Peano Postulates - Page 2

olmari · 2005-07-19, 15:58

Quote:

Originally Posted by R.D. Silverman

Zero equals Zero.

"Nothing" is not a mathematical concept. You are applying the common
English meaning of the word "nothing" in a context where it is not meaningful.

0 is a number. It is not "nothing"

Which value isn't positive or negative. Yes, it is numerical, you mark it with 0. You are right, I am not math-person. Instead I try to look things by common sense. How do you buy 0 pieces of apples?

And I am not saying that 0 isn't number and that, I wanted to tell why 0 isn't positive nor negative.

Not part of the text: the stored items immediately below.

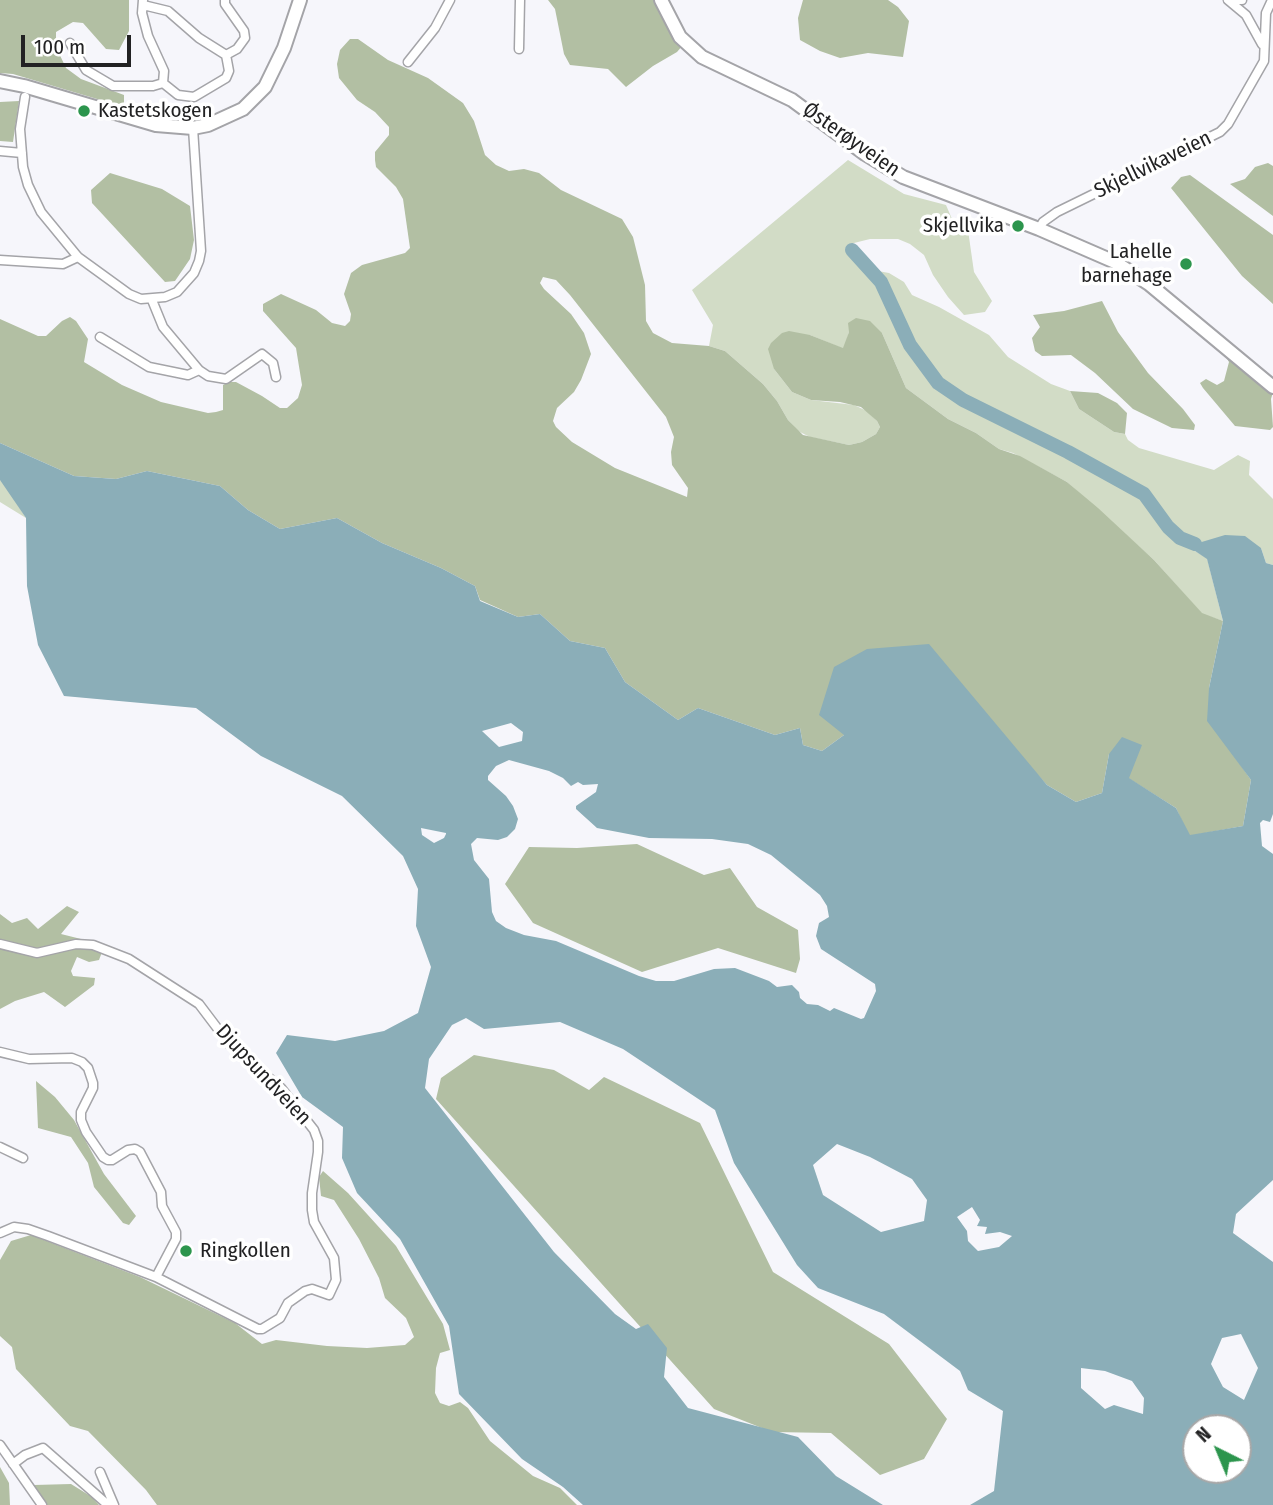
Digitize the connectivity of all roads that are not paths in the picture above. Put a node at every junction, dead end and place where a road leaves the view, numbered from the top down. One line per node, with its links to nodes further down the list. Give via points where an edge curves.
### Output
1 (225, 0): 13 (street, via 245,38)
2 (300, 0): 18 (main road, via 265,86 233,115)
3 (450, 0): 14 (street)
4 (520, 0): 12 (street)
5 (662, 0): 21 (main road, Østerøyveien, via 680,37 702,57 792,100 902,177)
6 (1230, 0): 7 (street); 11 (street, via 1246,15)
7 (1242, 0)
8 (1272, 0): 11 (street, Skjellvikaveien, via 1265,13)
9 (143, 3): 13 (street, via 168,11); 16 (street, via 148,36 164,71)
10 (70, 43): 16 (street, via 86,71 113,86)
11 (1264, 46): 21 (street, Skjellvikaveien, via 1264,61 1220,132 1057,212)
12 (519, 49)
13 (226, 55): 16 (street, via 226,78 194,97 178,95)
14 (408, 62)
15 (0, 81): 18 (main road, via 156,125)
16 (163, 83)
17 (25, 97): 20 (street)
18 (193, 128): 24 (street, via 199,261 186,285)
19 (0, 151): 20 (street)
20 (22, 153): 22 (street, via 28,185 41,212)
21 (1039, 229): 28 (main road, Østerøyveien, via 1138,276)
22 (78, 257): 23 (street, via 63,264); 24 (street, via 129,294)
23 (0, 260)
24 (152, 300): 26 (street, via 163,327)
25 (100, 337): 26 (street, via 149,367 188,375)
26 (199, 370): 27 (street, via 226,379 262,354 272,363)
27 (275, 377)
28 (1273, 387)
29 (0, 944): 34 (street, Djupsundveien, via 37,953 83,944 129,959 199,1004 230,1045 281,1088 307,1118 318,1141 312,1194 314,1222 334,1258 336,1280 329,1295 305,1290 288,1303 280,1318 258,1329)
30 (0, 1052): 34 (street, via 29,1059 72,1058 88,1068 93,1088 81,1112 86,1132 108,1160 128,1150 140,1152 176,1232)
31 (0, 1147): 32 (street)
32 (23, 1158)
33 (0, 1233): 34 (street, via 14,1227 28,1229)
34 (156, 1277)
35 (0, 1445): 36 (street)
36 (13, 1464): 38 (street); 39 (street, via 43,1448)
37 (100, 1472): 40 (street)
38 (42, 1505)
39 (108, 1505)
40 (114, 1505)

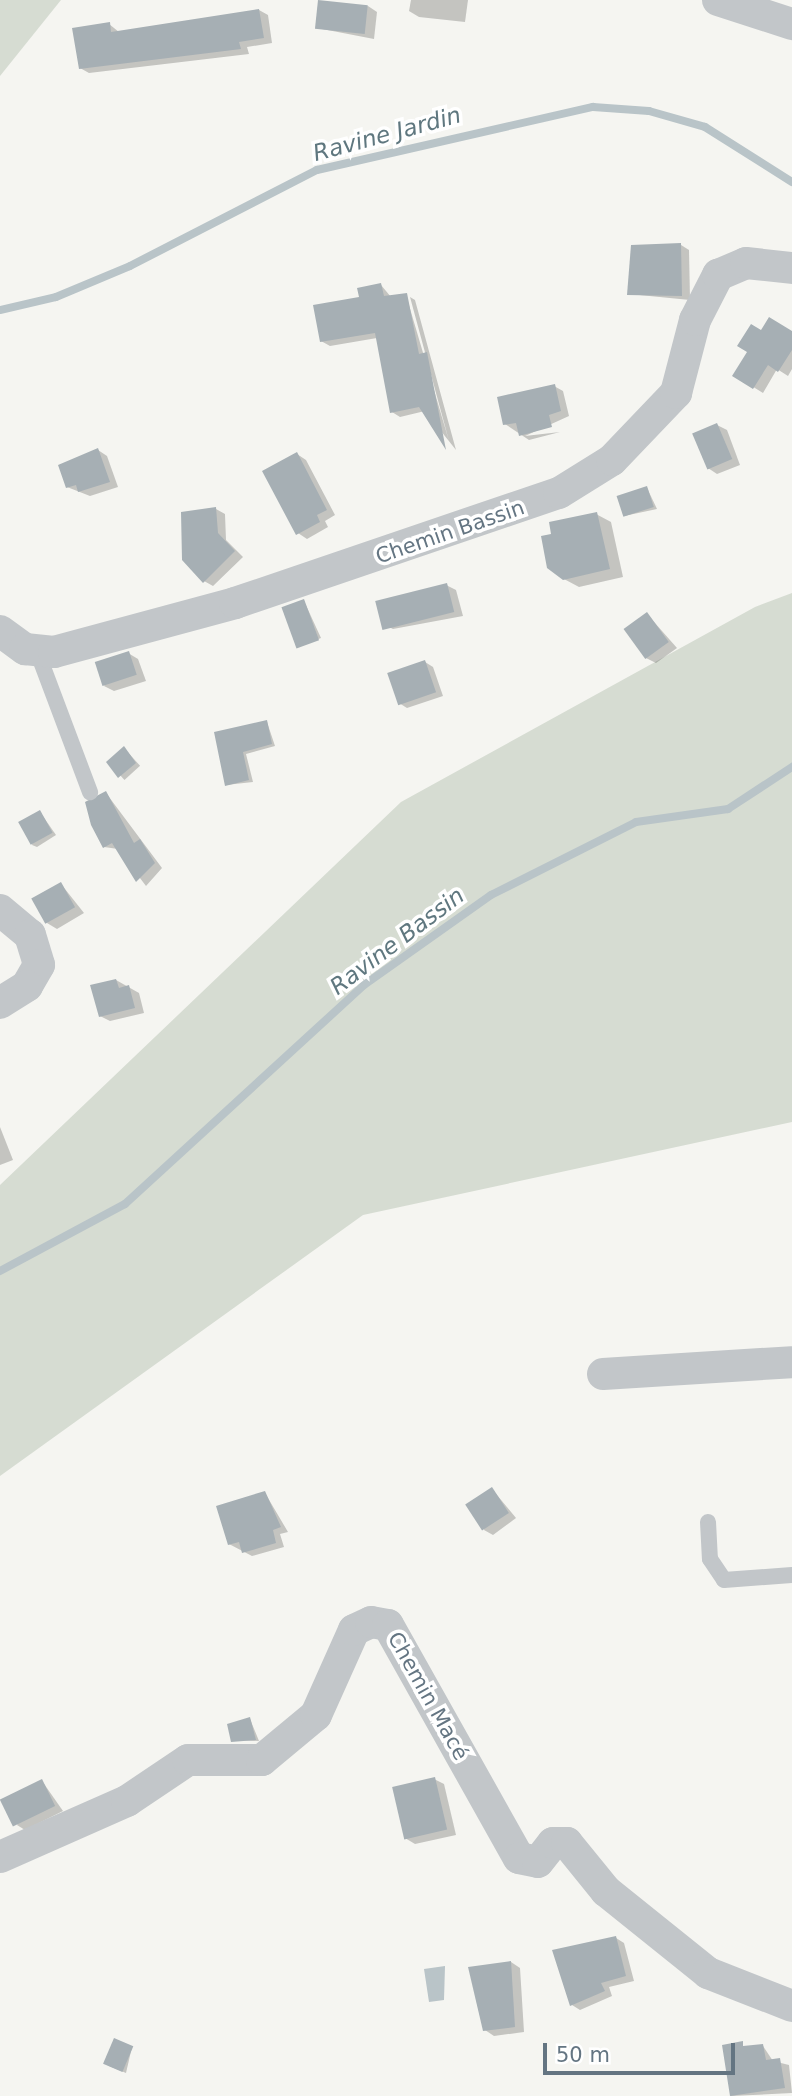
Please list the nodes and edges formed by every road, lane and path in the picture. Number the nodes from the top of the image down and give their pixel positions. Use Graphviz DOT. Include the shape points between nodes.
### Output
graph roads {
  1 [pos="718,0"];
  2 [pos="792,24"];
  3 [pos="792,268"];
  4 [pos="0,631"];
  5 [pos="37,651"];
  6 [pos="90,792"];
  7 [pos="0,909"];
  8 [pos="0,1003"];
  9 [pos="792,1362"];
  10 [pos="603,1374"];
  11 [pos="708,1522"];
  12 [pos="792,1575"];
  13 [pos="0,1857"];
  14 [pos="792,2006"];
  1 -- 2 [label="street"];
  3 -- 5 [label="street, Chemin Bassin" via="746,263 718,275 695,320 676,393 612,460 559,493 234,603 54,652"];
  4 -- 5 [label="street"];
  5 -- 6 [label="lane"];
  7 -- 8 [label="street" via="30,934 39,965 27,986"];
  9 -- 10 [label="street"];
  11 -- 12 [label="lane" via="710,1559 724,1580"];
  13 -- 14 [label="street, Chemin Macé" via="127,1801 188,1760 262,1760 316,1715 354,1630 371,1622 388,1625 519,1858 538,1862 553,1843 567,1843 606,1891 708,1973"];
}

ewmayer · 2005-07-19, 18:07

Quote:

Originally Posted by olmari

How do you buy 0 pieces of apples?

Quite cheaply, one would hope.

Wacky · 2005-07-19, 18:07

Quote:

Originally Posted by olmari

You are right, I am not math-person. Instead I try to look things by common sense

But this is the fallacy. Math is not "common sense". It is a rigorous set of rules that result in a system that is self-consistent. If you change any of the rules, you either get a system that is not self-consistent (and therefore of no interest) OR you get a different mathematical system.

For example, two non-coincident parallel lines never meet is a "common sense" statement. It is also true in certain (Euclidian) geometries. However, you can create another (non-Euclidian) geometry where they do meet. In this geometry, many other things are not what you might expect. But, since the system is self-consistent, it too is a mathematical system. And you can derive some very interesting results therein.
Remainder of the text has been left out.